In den Umbrüchen der französischen Revolution konnte halsstatrriges Festhalten an bestimmten Vorstellungen sehr schnell den Kopf kosten.
Und ich würde mit der Talleyrand-Biographie von Johannes Willms auch darauf hinweisen wollen, dass Talleyrands Verhalten gegenüber Napoléon durchaus nicht immer auf den eigenen Vorteil bedacht war.
Talleyrand und Napoléon hatten durchaus sehr verschiedene Auffassungen von Außenpolitik, Talleyrand scheint da durchaus die Auffassung vertreten zu haben, dass die immer größere Ausdehnung Frankreichs zu immer weiteren außenpolitischen Verwicklungen und anti-hegemonialen Koalitionen gegen Frankreich führen würde (womit er nicht ganz falsch lag) und trat Napoléon gegenüber für ein Ende der französischen Expansion ein, was Napoléon irgendwie anders sah.

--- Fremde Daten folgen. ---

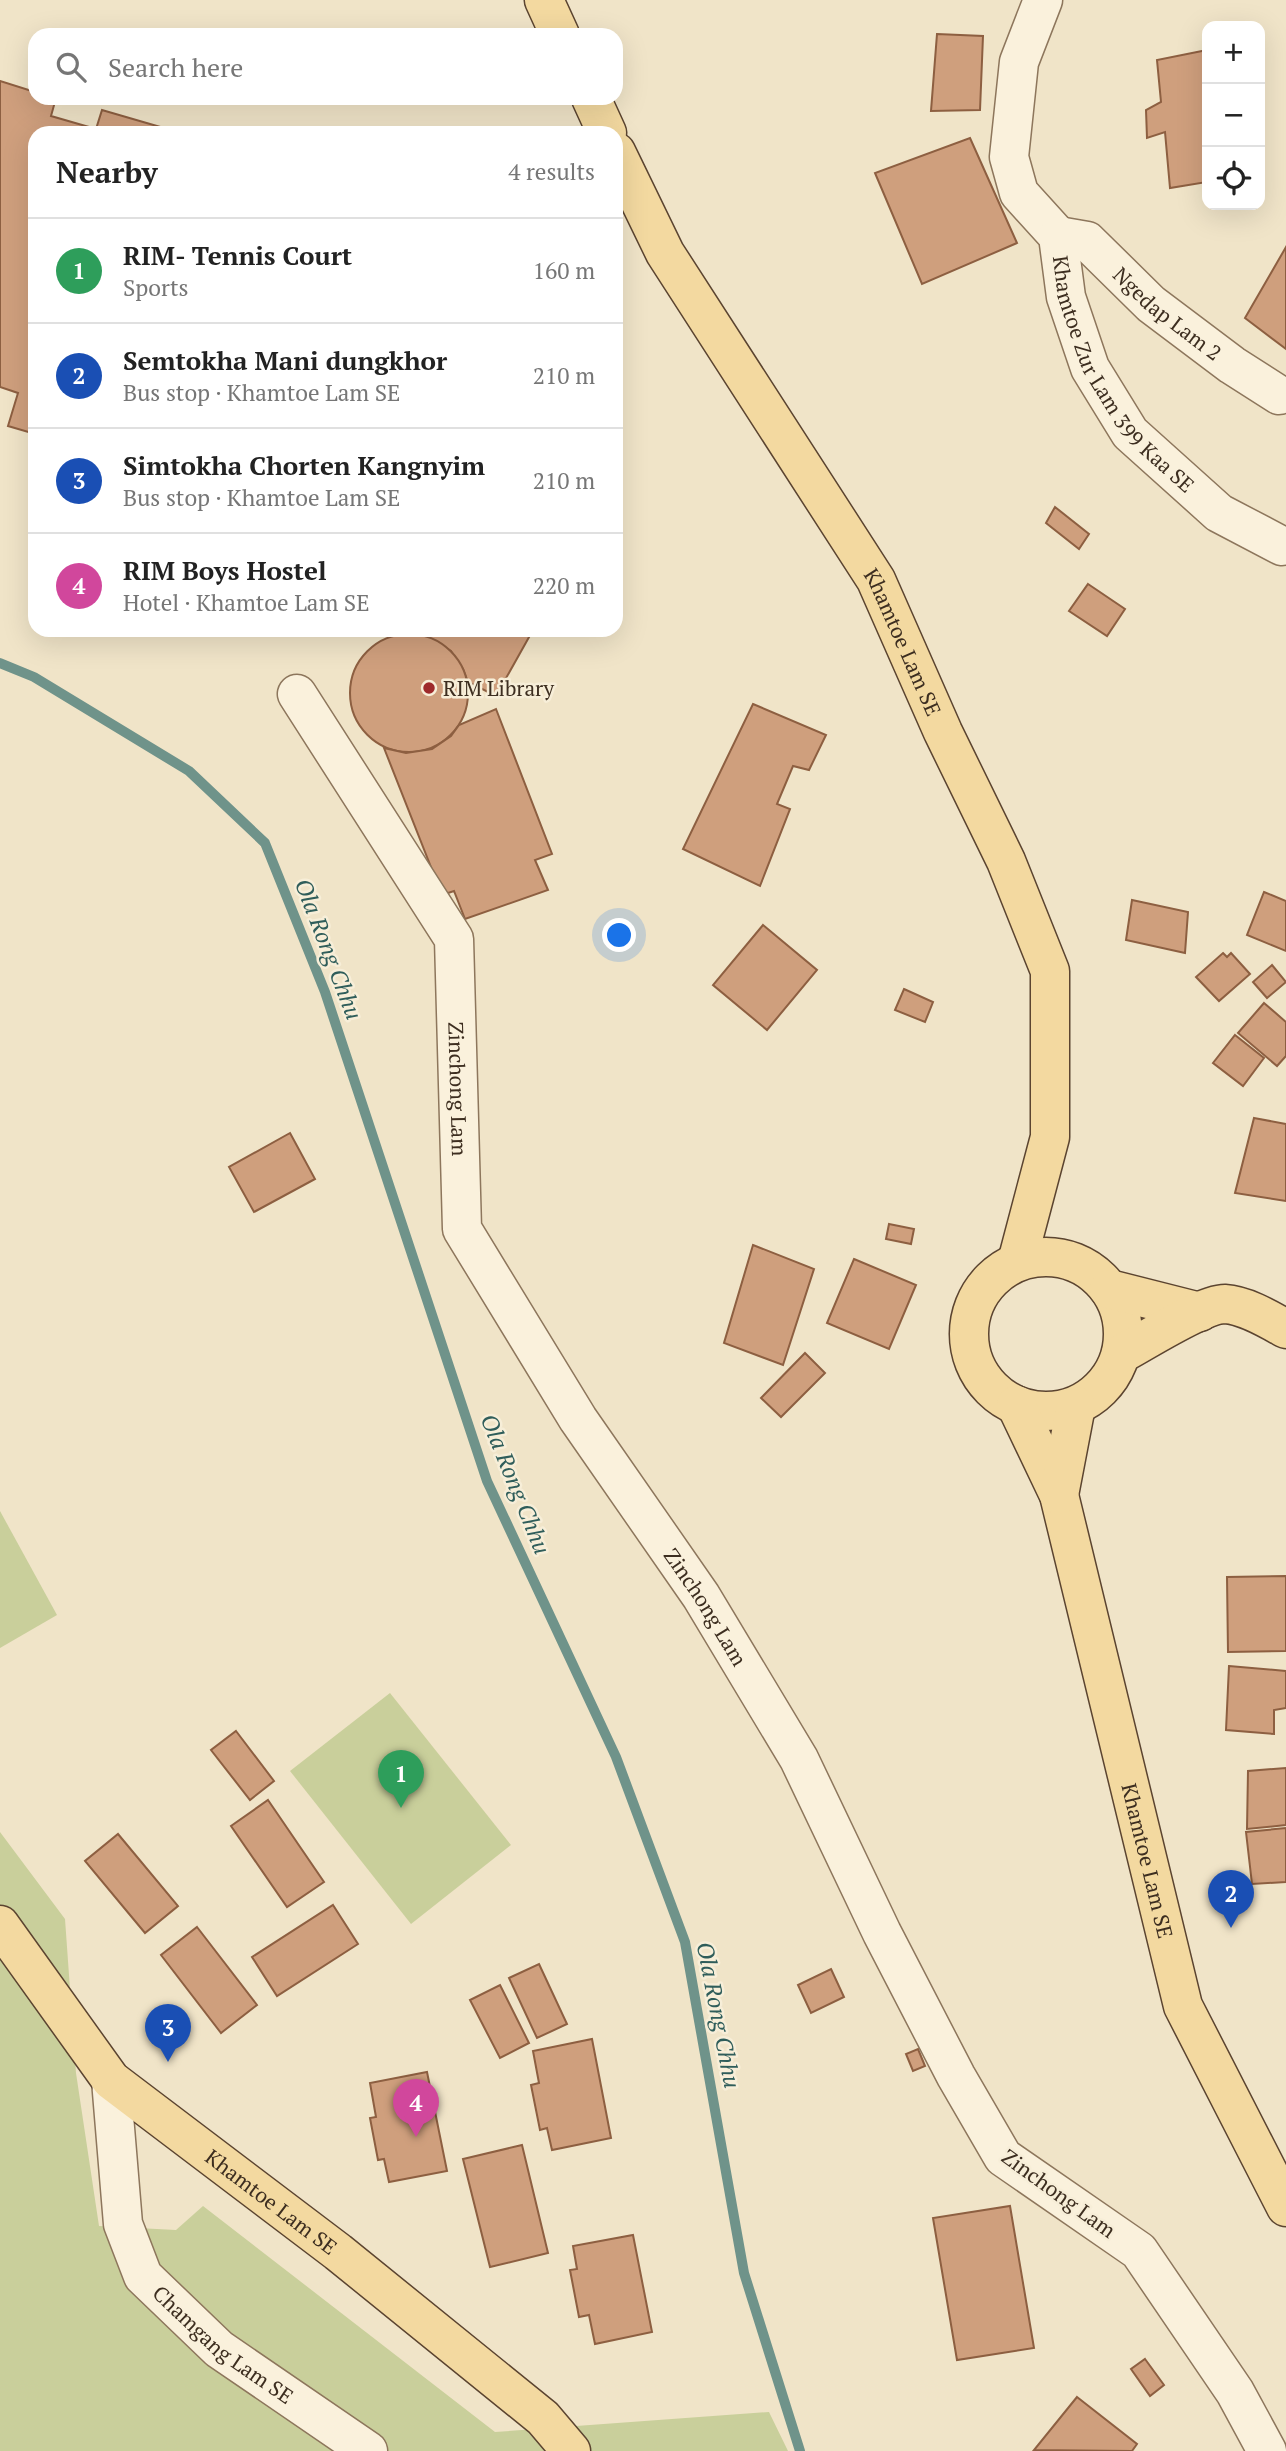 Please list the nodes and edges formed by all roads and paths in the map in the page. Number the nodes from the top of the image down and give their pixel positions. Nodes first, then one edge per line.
1 (544, 0) edge
2 (1043, 0) edge
3 (557, 28) edge
4 (594, 105) edge
5 (604, 126) edge
6 (623, 166) edge
7 (1058, 236) junction
8 (1279, 394) dead end
9 (1282, 546) dead end
10 (297, 694) dead end
11 (1039, 1178) junction
12 (1067, 1260) junction
13 (1017, 1262) junction
14 (1109, 1289) junction
15 (1200, 1311) junction
16 (1286, 1329) edge
17 (1121, 1354) junction
18 (1016, 1405) junction
19 (1076, 1406) junction
20 (1059, 1495) junction
21 (0, 1925) edge
22 (111, 2081) junction
23 (1286, 2207) edge
24 (368, 2451) edge
25 (571, 2451) edge
26 (1267, 2451) edge

1 - 3 main road
2 - 7 street, Khamtoe Zur Lam 399 Kaa SE
4 - 5 main road
6 - 11 main road, Khamtoe Lam SE
7 - 8 street, Ngedap Lam 2
7 - 9 street, Khamtoe Zur Lam 399 Kaa SE
10 - 26 street, Zinchong Lam
11 - 12 main road
11 - 13 main road, Khamtoe Lam SE
12 - 13 main road
12 - 14 main road
13 - 18 main road
14 - 15 main road
14 - 17 main road
15 - 16 main road
15 - 17 main road
17 - 19 main road
18 - 19 main road
18 - 20 main road, Khamtoe Lam SE
19 - 20 main road, Khamtoe Lam SE
20 - 23 main road, Khamtoe Lam SE
21 - 22 main road, Khamtoe Lam SE
22 - 24 street, Chamgang Lam SE
22 - 25 main road, Khamtoe Lam SE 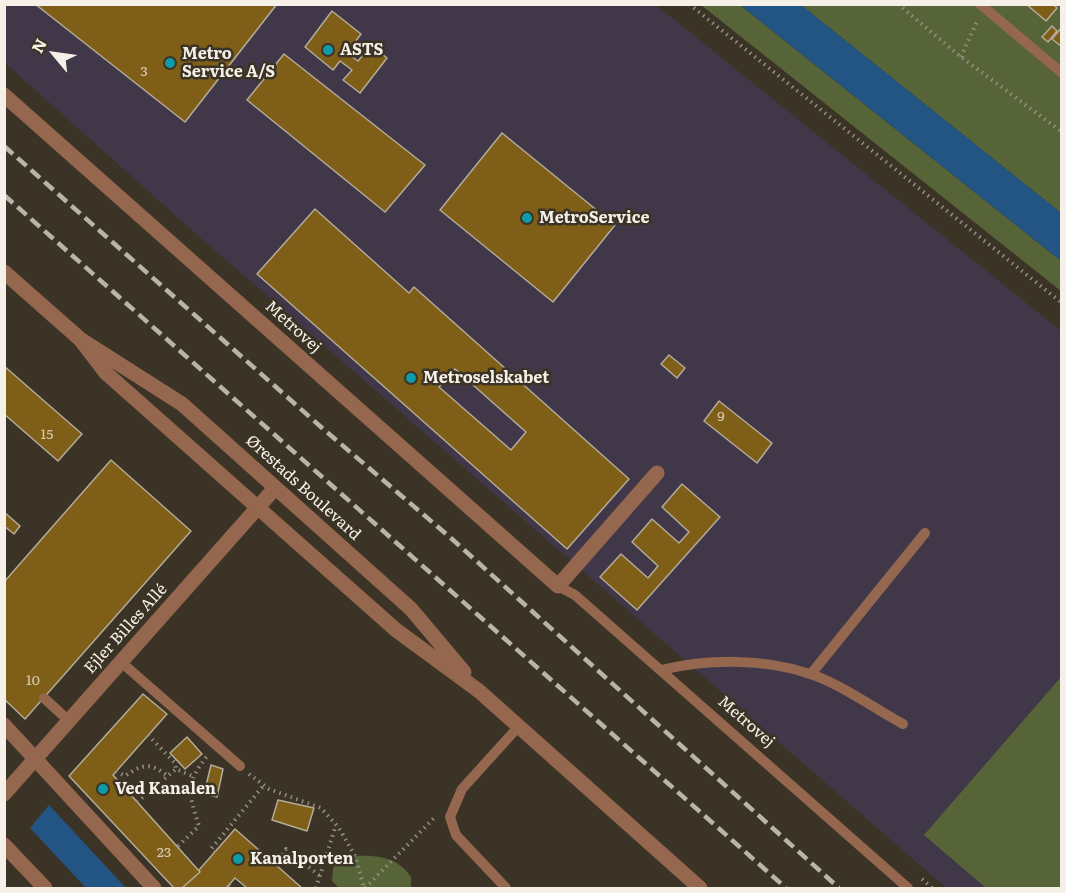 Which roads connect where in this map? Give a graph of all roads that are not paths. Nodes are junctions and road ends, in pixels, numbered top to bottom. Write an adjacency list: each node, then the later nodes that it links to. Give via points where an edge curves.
1 (982, 5): 2 (lane)
2 (1062, 73)
3 (4, 95): 10 (street, Metrovej)
4 (4, 272): 5 (street, Ørestads Boulevard)
5 (80, 339): 7 (street, Ørestads Boulevard, via 182,404); 8 (street, Ørestads Boulevard, via 106,373)
6 (657, 473): 10 (street)
7 (275, 488): 8 (street, Ejler Billes Allé); 14 (street, Ørestads Boulevard, via 411,609)
8 (258, 508): 11 (street, Ejler Billes Allé); 14 (street, Ørestads Boulevard, via 396,630)
9 (924, 533): 13 (lane)
10 (558, 586): 12 (lane, Metrovej, via 575,595)
11 (122, 662): 16 (street, Ejler Billes Allé); 21 (lane)
12 (661, 670): 13 (lane, via 752,662); 28 (lane, Metrovej)
13 (811, 674): 17 (lane)
14 (479, 691): 19 (street, Ørestads Boulevard)
15 (44, 698): 16 (lane)
16 (69, 721): 20 (street, Ejler Billes Allé)
17 (903, 724)
18 (4, 725): 20 (street)
19 (519, 726): 26 (lane, via 462,789 450,817 456,835); 27 (street, Ørestads Boulevard)
20 (36, 759): 22 (street, Ejler Billes Allé); 25 (street)
21 (240, 766)
22 (4, 794)
23 (4, 844): 24 (street)
24 (45, 888)
25 (154, 888)
26 (506, 888)
27 (700, 888)
28 (908, 888) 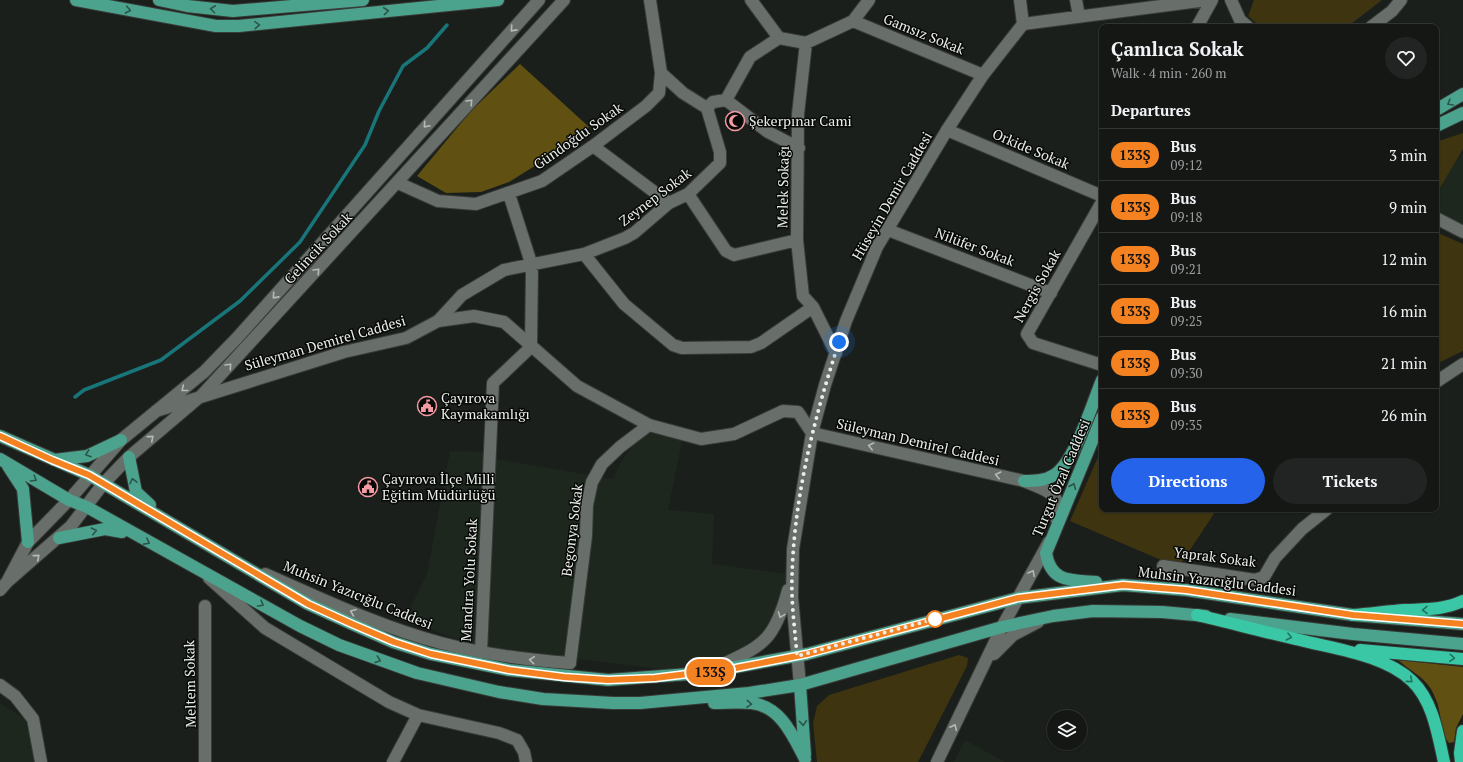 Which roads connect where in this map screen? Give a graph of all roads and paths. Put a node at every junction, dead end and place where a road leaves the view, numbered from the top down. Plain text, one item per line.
1 (76, 0) edge
2 (159, 0) edge
3 (363, 0) edge
4 (498, 0) edge
5 (539, 0) edge
6 (564, 0) edge
7 (650, 0) edge
8 (751, 0) edge
9 (869, 0) edge
10 (1020, 0) edge
11 (1076, 0) edge
12 (1207, 0) edge
13 (1212, 0) edge
14 (1231, 0) edge
15 (1401, 0) edge
16 (1161, 3) edge
17 (287, 4) edge
18 (1079, 16) junction
19 (853, 21) junction
20 (1022, 24) junction
21 (1199, 24) edge
22 (1245, 24) edge
23 (1375, 24) edge
24 (779, 38) junction
25 (806, 43) junction
26 (661, 73) junction
27 (983, 75) junction
28 (1463, 94) edge
29 (726, 100) junction
30 (707, 108) junction
31 (1439, 108) edge
32 (1463, 113) edge
33 (1439, 125) edge
34 (947, 130) junction
35 (593, 146) junction
36 (799, 148) junction
37 (398, 183) junction
38 (509, 194) junction
39 (688, 194) junction
40 (1099, 195) edge
41 (669, 203) junction
42 (1099, 207) edge
43 (1439, 220) edge
44 (888, 230) junction
45 (1463, 232) edge
46 (797, 240) junction
47 (584, 254) junction
48 (532, 266) junction
49 (1051, 293) junction
50 (813, 307) junction
51 (438, 321) junction
52 (532, 347) junction
53 (836, 353) junction
54 (1099, 364) edge
55 (1463, 364) edge
56 (1439, 380) edge
57 (1099, 387) edge
58 (202, 395) junction
59 (156, 411) junction
60 (1099, 424) edge
61 (649, 425) junction
62 (812, 432) junction
63 (0, 436) edge
64 (121, 440) junction
65 (843, 440) junction
66 (129, 457) junction
67 (52, 460) junction
68 (3, 461) edge
69 (806, 465) junction
70 (89, 475) junction
71 (1024, 482) junction
72 (103, 484) junction
73 (69, 500) junction
74 (86, 507) junction
75 (1323, 512) edge
76 (166, 520) junction
77 (1055, 531) junction
78 (130, 533) junction
79 (59, 538) junction
80 (28, 542) junction
81 (232, 559) junction
82 (1163, 566) dead end
83 (200, 570) junction
84 (792, 577) junction
85 (1123, 585) junction
86 (3, 586) edge
87 (1018, 598) junction
88 (1463, 601) edge
89 (205, 606) dead end
90 (1197, 615) junction
91 (1353, 615) junction
92 (1053, 616) junction
93 (1463, 624) edge
94 (1002, 627) junction
95 (1463, 644) edge
96 (1329, 647) junction
97 (481, 652) junction
98 (797, 656) junction
99 (1463, 659) edge
100 (570, 663) joint
101 (983, 668) junction
102 (703, 673) junction
103 (0, 685) edge
104 (800, 685) junction
105 (640, 703) junction
106 (418, 714) junction
107 (1463, 731) edge
108 (806, 761) edge
109 (41, 762) edge
110 (205, 762) edge
111 (393, 762) edge
112 (526, 762) edge
113 (937, 762) edge
114 (1444, 762) edge
115 (1461, 762) edge

1 -> 4 main road
17 -> 2 main road
3 - 17 main road
5 -> 59 street, Gelincik Sokak
37 -> 6 street, Gelincik Sokak
7 - 26 street, Gündoğdu Sokak
8 - 24 street
9 - 19 street
10 - 20 street
11 - 18 street
12 - 16 street
13 - 21 street
14 - 22 street
15 - 23 street
16 - 18 street
18 - 20 street
19 - 25 street
19 - 27 street, Gamsız Sokak
20 - 27 street, Hüseyin Demir Caddesi
24 - 25 street
24 - 29 street
25 - 36 street, Melek Sokağı
26 - 30 street
26 - 35 street, Gündoğdu Sokak
27 - 34 street, Hüseyin Demir Caddesi
28 -> 31 main road
29 - 30 street
29 - 36 street
30 - 39 street, Zeynep Sokak
32 - 33 main road
34 - 40 street, Orkide Sokak
34 - 44 street, Hüseyin Demir Caddesi
35 - 38 street, Gündoğdu Sokak
35 - 41 street
36 - 46 street, Melek Sokağı
37 - 38 street, Gündoğdu Sokak
58 -> 37 street, Gelincik Sokak
38 - 48 street
39 - 41 street, Zeynep Sokak
39 - 46 street
41 - 47 street, Zeynep Sokak
42 - 49 street, Nergis Sokak
43 - 45 street
44 - 49 street, Nilüfer Sokak
44 - 53 street, Hüseyin Demir Caddesi
46 - 50 street, Melek Sokağı
47 - 48 street, Zeynep Sokak
47 - 50 street
48 - 51 street, Zeynep Sokak
48 - 52 street
49 - 54 street, Nergis Sokak
50 - 53 street, Melek Sokağı
51 - 52 street, Süleyman Demirel Caddesi
51 - 58 street, Süleyman Demirel Caddesi
52 - 61 street, Süleyman Demirel Caddesi
52 - 97 street, Mandıra Yolu Sokak
53 - 62 street, Hüseyin Demir Caddesi
55 - 56 street
57 - 71 main road, Turgut Özal Caddesi
58 - 59 street, Süleyman Demirel Caddesi
66 -> 58 street, Gelincik Sokak
59 - 64 street, Gelincik Sokak
77 -> 60 main road, Turgut Özal Caddesi
61 - 62 street, Süleyman Demirel Caddesi
61 - 100 street, Begonya Sokak
62 - 65 street, Süleyman Demirel Caddesi
62 - 69 street, Hüseyin Demir Caddesi
63 - 67 main road, Muhsin Yazıcığlu Caddesi
64 -> 67 main road
64 - 70 street, Gelincik Sokak
65 - 69 street
71 -> 65 street, Süleyman Demirel Caddesi
66 - 72 street, Gelincik Sokak
76 -> 66 main road
67 - 70 main road, Muhsin Yazıcığlu Caddesi
68 -> 73 main road
68 - 80 main road
69 - 84 street, Hüseyin Demir Caddesi
70 - 72 main road, Muhsin Yazıcığlu Caddesi
70 - 73 street, Gelincik Sokak
71 - 77 street, Süleyman Demirel Caddesi
72 - 74 street, Gelincik Sokak
72 - 76 main road, Muhsin Yazıcığlu Caddesi
73 - 74 main road
73 - 80 street, Gelincik Sokak
74 - 78 main road
74 - 79 street, Gelincik Sokak
75 - 82 street, Yaprak Sokak
76 - 81 main road, Muhsin Yazıcığlu Caddesi
77 - 85 main road, Turgut Özal Caddesi
87 -> 77 street, Süleyman Demirel Caddesi
79 -> 78 main road
78 -> 83 main road
86 -> 79 street, Gelincik Sokak
80 - 86 street, Gelincik Sokak
97 -> 81 street, Muhsin Yazıcığlu Caddesi
81 - 102 main road, Muhsin Yazıcığlu Caddesi
83 -> 105 main road
83 - 106 street
84 - 98 street, Hüseyin Demir Caddesi
84 -> 102 street
85 - 87 main road, Muhsin Yazıcığlu Caddesi
85 - 91 main road, Muhsin Yazıcığlu Caddesi
87 - 94 street, Süleyman Demirel Caddesi
87 - 98 main road, Muhsin Yazıcığlu Caddesi
88 -> 91 highway
89 - 110 street, Meltem Sokak
90 - 92 main road
90 - 95 main road
90 -> 96 highway
91 - 93 main road, Muhsin Yazıcığlu Caddesi
92 - 94 main road
92 - 101 street
94 - 101 street, Süleyman Demirel Caddesi
94 - 104 main road
96 -> 99 highway
96 -> 114 highway
100 -> 97 street, Muhsin Yazıcığlu Caddesi
98 - 102 main road, Muhsin Yazıcığlu Caddesi
98 - 104 street, Hüseyin Demir Caddesi
113 -> 101 street
103 - 109 street
104 - 105 main road
104 -> 108 main road
105 -> 108 main road
106 - 111 street
106 - 112 street
107 - 115 highway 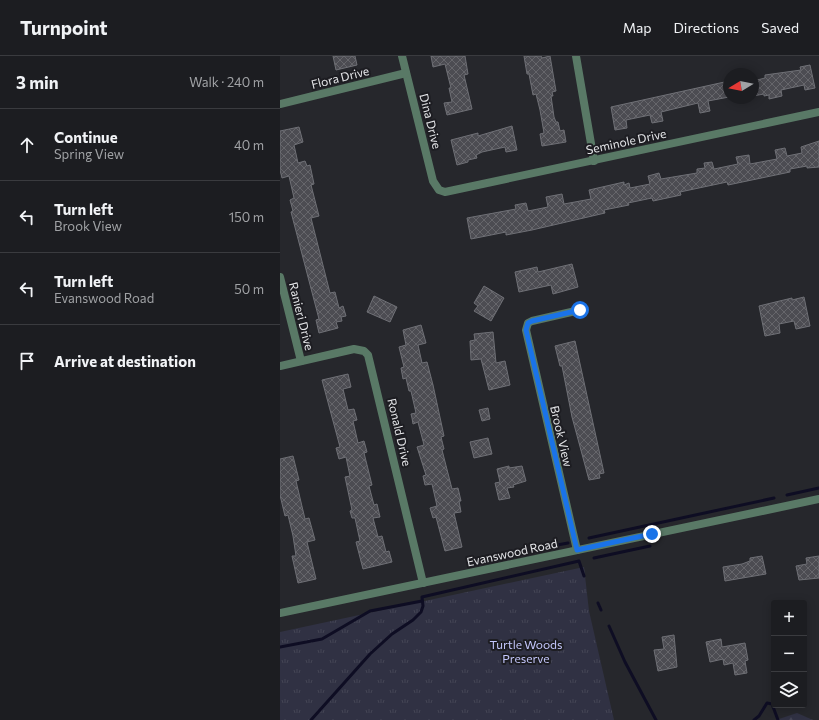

Das führte dann dazu, dass nach dem Frieden von Tilsit Talleyrand als Außenminister Napoléons zurücktrat, was er nicht getan hätte, wenn er ein rückgratloser Opportunist gewesen wäre, der nicht bereit gewesen wäre eigene Ideen auch zu verfechten und zu vertreten.
Der Umstand, dass Talleyrand auch nach Napoléons Sturz noch eine kurze Rolle in der französischen Politik während der Restaurationszeit spielen konnte, hängt eben auch damit zusammen, dass er durchaus gegenüber dem übrigen Europa andere Ideen vertreten hatte als Napoléon und deswegen als pragmatischer Sachwalter der Belange Frankreichs auf dem Wiener Kongress durchaus in Betracht kam.
Von dem her würde ich sagen, Talleyrand war in Sachen Rückgrad besser als sein Ruf.
Hochgradig korrupt (nach unseren Vorstellungen), im Sinne von Vorteilsnahme war er natürlich, allerdings war das im alten absolutistischen Europa aus dem er noch stammte unter Amtsträgern ziemlich normal.
Er war der perfekte effizientere Diplomat, der unter vielen Regimen zum Wohl Frankreichs gedient hat.
Laut Napoleon I: 1 sac de m.... dans des bas de velours
Talleyrand war ein extremer Opportunist, aber er hatte natürlich politisches Geschick drauf.
Er war zusammen mit dem Österreicher Metternich der Meinung das Europa nur in Frieden leben könne wenn sich jedes Land neutral verhalten würde.
Er hatte zudem nur wenig Respekt vor Napoleons Reformen, zumindest nicht um diese als mit Grund zu nehmen viele Kriege zu erklären um die Reformen nach ganz Europa zu bringen.
Insgeheim wollte er wahrscheinlich die Neutralität von Frankreich, doch als Napoleon in der Schlacht von Austerlitz praktisch ganz Europa besiegte war er auch leise.
Und als Opportunist gab er auch Napoleon viele Ratschläge, manche gute (wie z.B das sich Napoleon mit einer österreicherin verheiraten solle, was er auch gemacht hat) aber auch schlechte, z.B die Kaiserkrönung von Napoleon.
Er hatte starkes politisches Geschick und war ein erprobter Diplomat, doch als richtig guten Politiker würde ich ihn nicht bezeichnen da er Angst vor Veränderungen hatte, obwohl durch die französische Revolution und Napoleon Das Zeitalter der Veränderungen gekommen war .
Er durchlief diese Systeme durch seinen Opportunismus, nicht weil er die Veränderungen gut fande.
Zumindest nicht bei den wichtigsten Systemen, Französische Revolution und Napoleon. Würde ich zumindest sagen
Hallo,
man sollte Sarkasmus nicht mit Zynismus verwechseln.
Trotzdem kein Anzeichen für einen guten oder schlechten Politiker.
Eher ein persönlicher Ausdrucks-Stil.
Hansi
Nicht unbedingt besser, aber wahrscheinlich erfolgreicher. Moralisch integere oder zumindest aufrichtige Politiker wie Oskar Lafontaine, Heiner Geißler oder Wolfgang Thierse, Karl Lauterbach haben es in der Realpolitik deutlich schwerer.
Politiker ohne Gewissen oder Überzeugung (Gerhard Schröder) oder zynische (Trump) haben es dagegen sehr viel leichter, bei Bedarf können sie sich verkaufen oder anbiedern.
Opportunismus gehört da quasi zum Berufsbild, selbst Göring oder Heß sollen ja noch versucht haben die Seiten zu wechseln. Menschen wie Ernst Thälmann oder Otto Wels, Paul Löbe stehen meist auf der Verliererseite der Geschichte.
Sorry, aber jemandem, der 6 verschiedene Systeme durchlebte und durchlavierte, vorzuwerfen, er hätte Angst vor Veränderung, find ich falsch und ein bisschen komisch, ja. Ansonsten nehm ich den Kommentar zur Kenntnis.